April 24, 2024

By Randyl Drummer
CoStar News

While the commercial real estate industry has been focused on ever-larger industrial warehouses, the low-profile truck terminal has been picking up speed in drawing investors across the country.
Sales of U.S. truck terminals more than doubled to a record $1.4 billion over the past four years as the pandemic accelerated the growth of e-commerce and ramped up investor demand for this type of property used in the growing effort to carry goods to doorsteps.
That jump in demand preceded the more than $1 billion in sales so far this year of properties used for transferring freight, truck maintenance and equipment storage around the United States, CoStar data shows. Buyers of the real estate, a crucial link in the U.S. supply chain, include firms such as Salt Lake City-based Bridge Logistics Properties and Realterm Logistics of Annapolis, Maryland.
“Truck terminals are a real hard product type to buy because there’s pent-up demand from e-commerce companies, retailers and trucking companies for facilities to move goods and consolidate product," Paul Jones, a managing director for Bridge Logistics, said in an interview. "At the same time, they’re very hard to get approved and built because municipalities and communities really don’t like the stigma of truck traffic.”
Most truck terminals, an important link in the U.S. supply chain, have been owned by longtime operators and rarely go up for sale — and those that do are seeing record investor demand that makes it hard to find a terminal to buy. Large funds controlled by such investors as global banking giant JPMorgan Chase have raised billions to buy the properties.

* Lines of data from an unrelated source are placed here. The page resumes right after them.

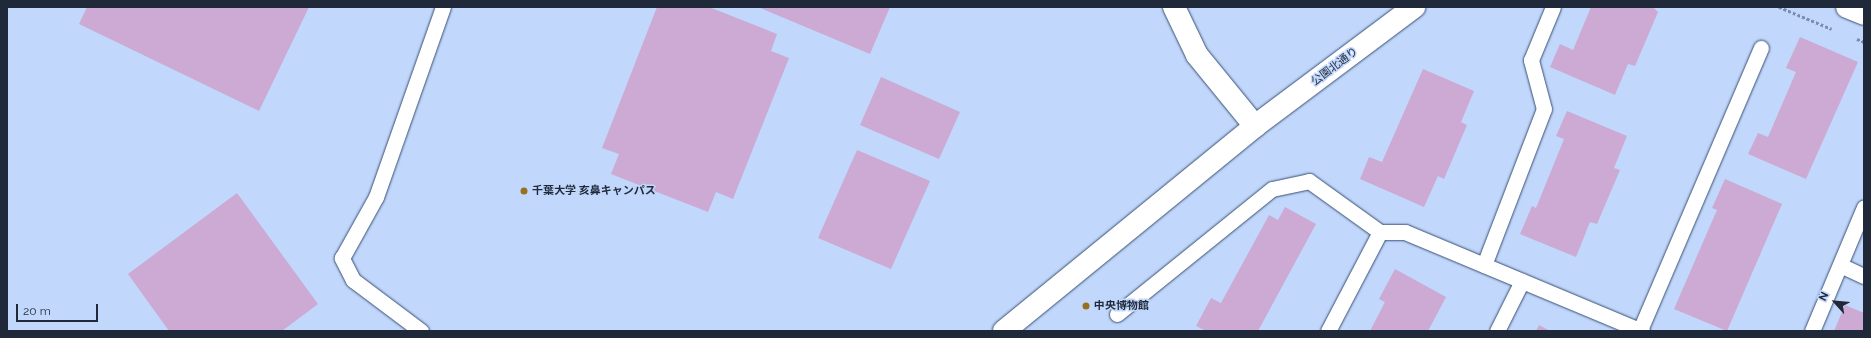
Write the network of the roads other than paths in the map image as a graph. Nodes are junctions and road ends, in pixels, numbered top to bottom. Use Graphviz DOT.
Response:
graph roads {
  1 [pos="443,7"];
  2 [pos="1174,7"];
  3 [pos="1414,7"];
  4 [pos="1553,7"];
  5 [pos="1847,7"];
  6 [pos="1864,14"];
  7 [pos="1761,48"];
  8 [pos="1256,126"];
  9 [pos="1864,207"];
  10 [pos="1380,232"];
  11 [pos="1484,265"];
  12 [pos="1840,265"];
  13 [pos="1864,276"];
  14 [pos="1522,281"];
  15 [pos="1117,314"];
  16 [pos="1641,330"];
  17 [pos="421,331"];
  18 [pos="1004,331"];
  19 [pos="1328,331"];
  20 [pos="1497,331"];
  21 [pos="1812,331"];
  1 -- 17 [label="lane"];
  2 -- 8 [label="street"];
  3 -- 8 [label="street, 公園北通り"];
  4 -- 11 [label="lane"];
  5 -- 6 [label="street"];
  7 -- 16 [label="lane"];
  8 -- 18 [label="street, 公園北通り"];
  9 -- 12 [label="lane"];
  10 -- 11 [label="lane"];
  10 -- 15 [label="lane"];
  10 -- 19 [label="lane"];
  11 -- 14 [label="lane"];
  12 -- 13 [label="lane"];
  12 -- 21 [label="lane"];
  14 -- 16 [label="lane"];
  14 -- 20 [label="lane"];
}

"Storage yards and terminals have historically been owner occupied, and there’s not an abundance of them," JLL industrial broker Patrick Wood told CoStar. "Because there’s such a limited supply, the occupier that gets control of one very rarely will leave."
Unlike in-demand warehouses used to store goods that can have millions of square feet under one roof, truck terminals typically range from 15,000 to 100,000 square feet with plenty of truck and trailer parking. As a result, proposals to build truck terminals and storage yards are often opposed in communities wary of potential traffic congestion, pollution and the sight of truck and trailer parking and storage lots.

"That area was one of the most actively speculated land markets in the country," Wood said. "Truck terminals and storage facilities had to find other locations, and when you have a dwindling supply of a product type, it creates more demand for what's still available."
The latest wave of high-dollar terminal and storage yard purchases is persuading more longtime owners to sell, Wood said.
"Some of these owner operators are making more money on their real estate than they ever did in their operating businesses," he added.
The facilities are often not listed or marketed for sale. Jones of Bridge Logistics Properties said his company was at the right place at the right time to buy a rarely available truck freight loading terminal in Southern California’s Inland Empire industrial hub. But it came at a high price.
The terminal across 14 acres at 2650 S. Willow Ave. in Rialto became available after Canadian transportation and logistics company TFI International bought it last year as part of an $800 million purchase of UPS' freight operations. Bridge paid $83 million — one of the largest amounts shelled out on record for a truck terminal in the Inland Empire — for the 41,100-square-foot building with a truck wash and nearly 7 acres for trailer storage.
“TFI was looking to sell some facilities to help finance the purchase of UPS Freight and we got lucky,” Jones, who with other industrial real estate executives last year helped launch the logistics division of Salt Lake City-based real estate investment management giant Bridge Investment Group, told CoStar News. "We sent an unsolicited offer and were at the right time and right place."
Bridge has quickly amassed a portfolio of nearly 15 million square feet of warehouses, terminals, storage facilities and other industrial properties purchased or under agreement to buy.

Moreover, municipal leaders often face pressure from residents opposed to the projects based on fears they will bring traffic, accident hazards and air pollution. In one recent example, elected leaders in northeast Georgia's Banks County voted to reject logistics firm Southeastern Freightline's proposal to build a terminal with 150 dock doors.
Commissioners in the largely rural county turned against the project because of Southeastern's estimates that the terminal would create a higher-than-expected 2,300 truck trips per day along routes shared by school buses during the morning and afternoon.
"We know a truck coming down at 55 miles per hour cannot stop if a school bus suddenly pulls out," said Ellen Hulford, one of 20 residents who spoke to oppose the plan during the commission's Aug. 23 meeting. "I’m not opposed to growth; it's inevitable and happens everywhere no matter where you live, but your obligation is to do what’s best and what makes sense for the county as a whole."
Commissioners voted 5-0 to reject the proposal.
Between the lack of tax revenue and job creation and the opposition, it's not unusual for local planning departments and leaders to kill terminal and storage yard proposals from developers.
"From a city’s prospective, the inherent benefits just aren’t there," JLL's Wood said. "Truck yards just don’t look as good as these modern state-of-the-art industrial buildings that are so immaculately designed that they look like office buildings."